### [REQUIRED WORK]
Check each line of the entries below for the string "Build"; copy every line where it appears.

※

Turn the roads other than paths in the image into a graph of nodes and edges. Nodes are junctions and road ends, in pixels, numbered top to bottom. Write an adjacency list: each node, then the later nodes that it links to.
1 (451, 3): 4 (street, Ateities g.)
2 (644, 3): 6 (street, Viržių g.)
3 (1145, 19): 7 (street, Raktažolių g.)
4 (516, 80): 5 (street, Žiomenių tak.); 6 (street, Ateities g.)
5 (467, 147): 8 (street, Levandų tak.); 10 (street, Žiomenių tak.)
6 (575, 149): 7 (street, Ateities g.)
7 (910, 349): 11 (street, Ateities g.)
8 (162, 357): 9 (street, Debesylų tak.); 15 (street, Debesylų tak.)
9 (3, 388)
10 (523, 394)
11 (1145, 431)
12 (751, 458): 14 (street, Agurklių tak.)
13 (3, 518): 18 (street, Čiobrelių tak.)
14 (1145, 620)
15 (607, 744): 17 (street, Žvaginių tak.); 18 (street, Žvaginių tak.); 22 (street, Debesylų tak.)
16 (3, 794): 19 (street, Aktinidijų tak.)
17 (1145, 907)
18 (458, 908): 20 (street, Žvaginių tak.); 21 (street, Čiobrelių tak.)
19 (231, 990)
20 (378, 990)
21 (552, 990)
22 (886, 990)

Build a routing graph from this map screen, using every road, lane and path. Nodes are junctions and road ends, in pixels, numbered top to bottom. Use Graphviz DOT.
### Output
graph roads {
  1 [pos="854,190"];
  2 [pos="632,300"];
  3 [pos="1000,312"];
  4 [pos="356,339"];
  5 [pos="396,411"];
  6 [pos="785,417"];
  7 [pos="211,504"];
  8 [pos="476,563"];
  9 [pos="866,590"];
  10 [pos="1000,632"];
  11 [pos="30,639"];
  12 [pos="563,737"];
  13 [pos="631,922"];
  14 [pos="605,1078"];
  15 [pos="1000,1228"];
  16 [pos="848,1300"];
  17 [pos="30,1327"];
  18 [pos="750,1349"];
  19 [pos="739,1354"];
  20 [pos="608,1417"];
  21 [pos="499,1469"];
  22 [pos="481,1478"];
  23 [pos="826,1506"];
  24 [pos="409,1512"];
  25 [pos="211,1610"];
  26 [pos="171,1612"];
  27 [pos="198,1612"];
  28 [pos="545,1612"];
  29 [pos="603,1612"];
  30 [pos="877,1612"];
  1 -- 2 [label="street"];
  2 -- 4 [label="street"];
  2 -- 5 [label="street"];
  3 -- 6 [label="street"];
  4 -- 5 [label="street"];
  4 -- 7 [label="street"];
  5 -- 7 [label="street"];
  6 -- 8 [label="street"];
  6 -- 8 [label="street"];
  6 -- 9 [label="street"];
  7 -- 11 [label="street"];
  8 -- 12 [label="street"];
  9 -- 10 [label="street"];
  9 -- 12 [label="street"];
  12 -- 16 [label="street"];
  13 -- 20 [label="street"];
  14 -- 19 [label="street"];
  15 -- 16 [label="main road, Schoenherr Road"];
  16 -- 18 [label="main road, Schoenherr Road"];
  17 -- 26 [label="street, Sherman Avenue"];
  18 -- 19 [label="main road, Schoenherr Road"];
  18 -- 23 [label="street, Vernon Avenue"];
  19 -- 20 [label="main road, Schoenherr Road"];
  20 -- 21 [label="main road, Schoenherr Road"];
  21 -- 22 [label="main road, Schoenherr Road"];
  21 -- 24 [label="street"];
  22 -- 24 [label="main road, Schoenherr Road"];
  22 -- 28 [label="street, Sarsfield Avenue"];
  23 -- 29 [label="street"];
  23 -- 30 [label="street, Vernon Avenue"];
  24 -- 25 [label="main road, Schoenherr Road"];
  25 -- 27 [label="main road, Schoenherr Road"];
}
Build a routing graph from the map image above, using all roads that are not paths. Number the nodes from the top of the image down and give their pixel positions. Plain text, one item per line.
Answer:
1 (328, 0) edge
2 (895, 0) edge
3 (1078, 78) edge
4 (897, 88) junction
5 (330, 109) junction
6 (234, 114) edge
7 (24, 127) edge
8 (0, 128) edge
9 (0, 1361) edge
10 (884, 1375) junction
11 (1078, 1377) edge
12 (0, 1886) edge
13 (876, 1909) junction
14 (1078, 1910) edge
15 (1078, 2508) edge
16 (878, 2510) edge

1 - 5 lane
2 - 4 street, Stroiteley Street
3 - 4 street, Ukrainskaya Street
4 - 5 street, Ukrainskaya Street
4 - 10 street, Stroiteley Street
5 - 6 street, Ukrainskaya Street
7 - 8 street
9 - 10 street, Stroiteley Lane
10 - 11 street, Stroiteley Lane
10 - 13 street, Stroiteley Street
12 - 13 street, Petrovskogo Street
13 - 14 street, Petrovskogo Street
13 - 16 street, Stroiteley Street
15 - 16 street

※

### [REPLY TO THE EXERCISE]
Build a routing graph from this map screen, using every road, lane and path. Nodes are junctions and road ends, in pixels, numbered top to bottom. Use Graphviz DOT.
Build a routing graph from the map image above, using all roads that are not paths. Number the nodes from the top of the image down and give their pixel positions. Plain text, one item per line.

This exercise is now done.